## Aim of the task
Your task is to write out the complete listing exactly as it is shown.

Task input Block Start

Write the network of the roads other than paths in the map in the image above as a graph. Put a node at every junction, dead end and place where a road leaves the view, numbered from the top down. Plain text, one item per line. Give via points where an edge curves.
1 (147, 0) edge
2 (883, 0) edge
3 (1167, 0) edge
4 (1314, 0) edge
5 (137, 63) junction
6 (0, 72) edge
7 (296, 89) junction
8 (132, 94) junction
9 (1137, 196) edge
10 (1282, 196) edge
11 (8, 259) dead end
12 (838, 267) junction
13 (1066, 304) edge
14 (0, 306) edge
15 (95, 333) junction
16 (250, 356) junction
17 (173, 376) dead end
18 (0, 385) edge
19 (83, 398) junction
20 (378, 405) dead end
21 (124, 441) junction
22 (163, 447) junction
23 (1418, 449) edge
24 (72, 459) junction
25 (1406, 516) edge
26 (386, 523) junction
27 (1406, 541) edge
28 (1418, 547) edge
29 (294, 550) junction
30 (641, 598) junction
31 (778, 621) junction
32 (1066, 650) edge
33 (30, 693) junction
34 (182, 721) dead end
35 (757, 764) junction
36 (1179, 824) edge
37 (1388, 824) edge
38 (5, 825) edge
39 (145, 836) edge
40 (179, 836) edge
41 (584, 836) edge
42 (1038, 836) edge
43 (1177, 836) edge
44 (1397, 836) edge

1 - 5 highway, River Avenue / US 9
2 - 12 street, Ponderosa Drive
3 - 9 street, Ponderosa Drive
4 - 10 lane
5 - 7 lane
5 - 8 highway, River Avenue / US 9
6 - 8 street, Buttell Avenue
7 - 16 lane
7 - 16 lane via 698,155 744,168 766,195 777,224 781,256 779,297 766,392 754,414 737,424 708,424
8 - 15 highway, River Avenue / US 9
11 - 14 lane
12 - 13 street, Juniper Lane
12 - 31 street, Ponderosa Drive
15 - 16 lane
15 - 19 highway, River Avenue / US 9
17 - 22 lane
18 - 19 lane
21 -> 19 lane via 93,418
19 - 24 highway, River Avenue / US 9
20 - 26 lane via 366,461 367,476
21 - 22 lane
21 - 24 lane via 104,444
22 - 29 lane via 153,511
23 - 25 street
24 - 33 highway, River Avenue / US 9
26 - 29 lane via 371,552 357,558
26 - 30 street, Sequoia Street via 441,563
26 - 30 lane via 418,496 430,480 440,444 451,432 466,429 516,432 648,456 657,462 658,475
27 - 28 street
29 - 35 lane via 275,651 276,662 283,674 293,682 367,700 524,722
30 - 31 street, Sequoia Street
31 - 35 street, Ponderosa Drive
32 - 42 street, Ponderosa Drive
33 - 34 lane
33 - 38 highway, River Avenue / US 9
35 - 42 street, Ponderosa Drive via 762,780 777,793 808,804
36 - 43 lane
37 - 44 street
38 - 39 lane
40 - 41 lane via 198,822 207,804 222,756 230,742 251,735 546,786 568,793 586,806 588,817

Task input Block End

## Exercise solution
Write the network of the roads other than paths in the map in the image above as a graph. Put a node at every junction, dead end and place where a road leaves the view, numbered from the top down. Plain text, one item per line. Give via points where an edge curves.
1 (147, 0) edge
2 (883, 0) edge
3 (1167, 0) edge
4 (1314, 0) edge
5 (137, 63) junction
6 (0, 72) edge
7 (296, 89) junction
8 (132, 94) junction
9 (1137, 196) edge
10 (1282, 196) edge
11 (8, 259) dead end
12 (838, 267) junction
13 (1066, 304) edge
14 (0, 306) edge
15 (95, 333) junction
16 (250, 356) junction
17 (173, 376) dead end
18 (0, 385) edge
19 (83, 398) junction
20 (378, 405) dead end
21 (124, 441) junction
22 (163, 447) junction
23 (1418, 449) edge
24 (72, 459) junction
25 (1406, 516) edge
26 (386, 523) junction
27 (1406, 541) edge
28 (1418, 547) edge
29 (294, 550) junction
30 (641, 598) junction
31 (778, 621) junction
32 (1066, 650) edge
33 (30, 693) junction
34 (182, 721) dead end
35 (757, 764) junction
36 (1179, 824) edge
37 (1388, 824) edge
38 (5, 825) edge
39 (145, 836) edge
40 (179, 836) edge
41 (584, 836) edge
42 (1038, 836) edge
43 (1177, 836) edge
44 (1397, 836) edge

1 - 5 highway, River Avenue / US 9
2 - 12 street, Ponderosa Drive
3 - 9 street, Ponderosa Drive
4 - 10 lane
5 - 7 lane
5 - 8 highway, River Avenue / US 9
6 - 8 street, Buttell Avenue
7 - 16 lane
7 - 16 lane via 698,155 744,168 766,195 777,224 781,256 779,297 766,392 754,414 737,424 708,424
8 - 15 highway, River Avenue / US 9
11 - 14 lane
12 - 13 street, Juniper Lane
12 - 31 street, Ponderosa Drive
15 - 16 lane
15 - 19 highway, River Avenue / US 9
17 - 22 lane
18 - 19 lane
21 -> 19 lane via 93,418
19 - 24 highway, River Avenue / US 9
20 - 26 lane via 366,461 367,476
21 - 22 lane
21 - 24 lane via 104,444
22 - 29 lane via 153,511
23 - 25 street
24 - 33 highway, River Avenue / US 9
26 - 29 lane via 371,552 357,558
26 - 30 street, Sequoia Street via 441,563
26 - 30 lane via 418,496 430,480 440,444 451,432 466,429 516,432 648,456 657,462 658,475
27 - 28 street
29 - 35 lane via 275,651 276,662 283,674 293,682 367,700 524,722
30 - 31 street, Sequoia Street
31 - 35 street, Ponderosa Drive
32 - 42 street, Ponderosa Drive
33 - 34 lane
33 - 38 highway, River Avenue / US 9
35 - 42 street, Ponderosa Drive via 762,780 777,793 808,804
36 - 43 lane
37 - 44 street
38 - 39 lane
40 - 41 lane via 198,822 207,804 222,756 230,742 251,735 546,786 568,793 586,806 588,817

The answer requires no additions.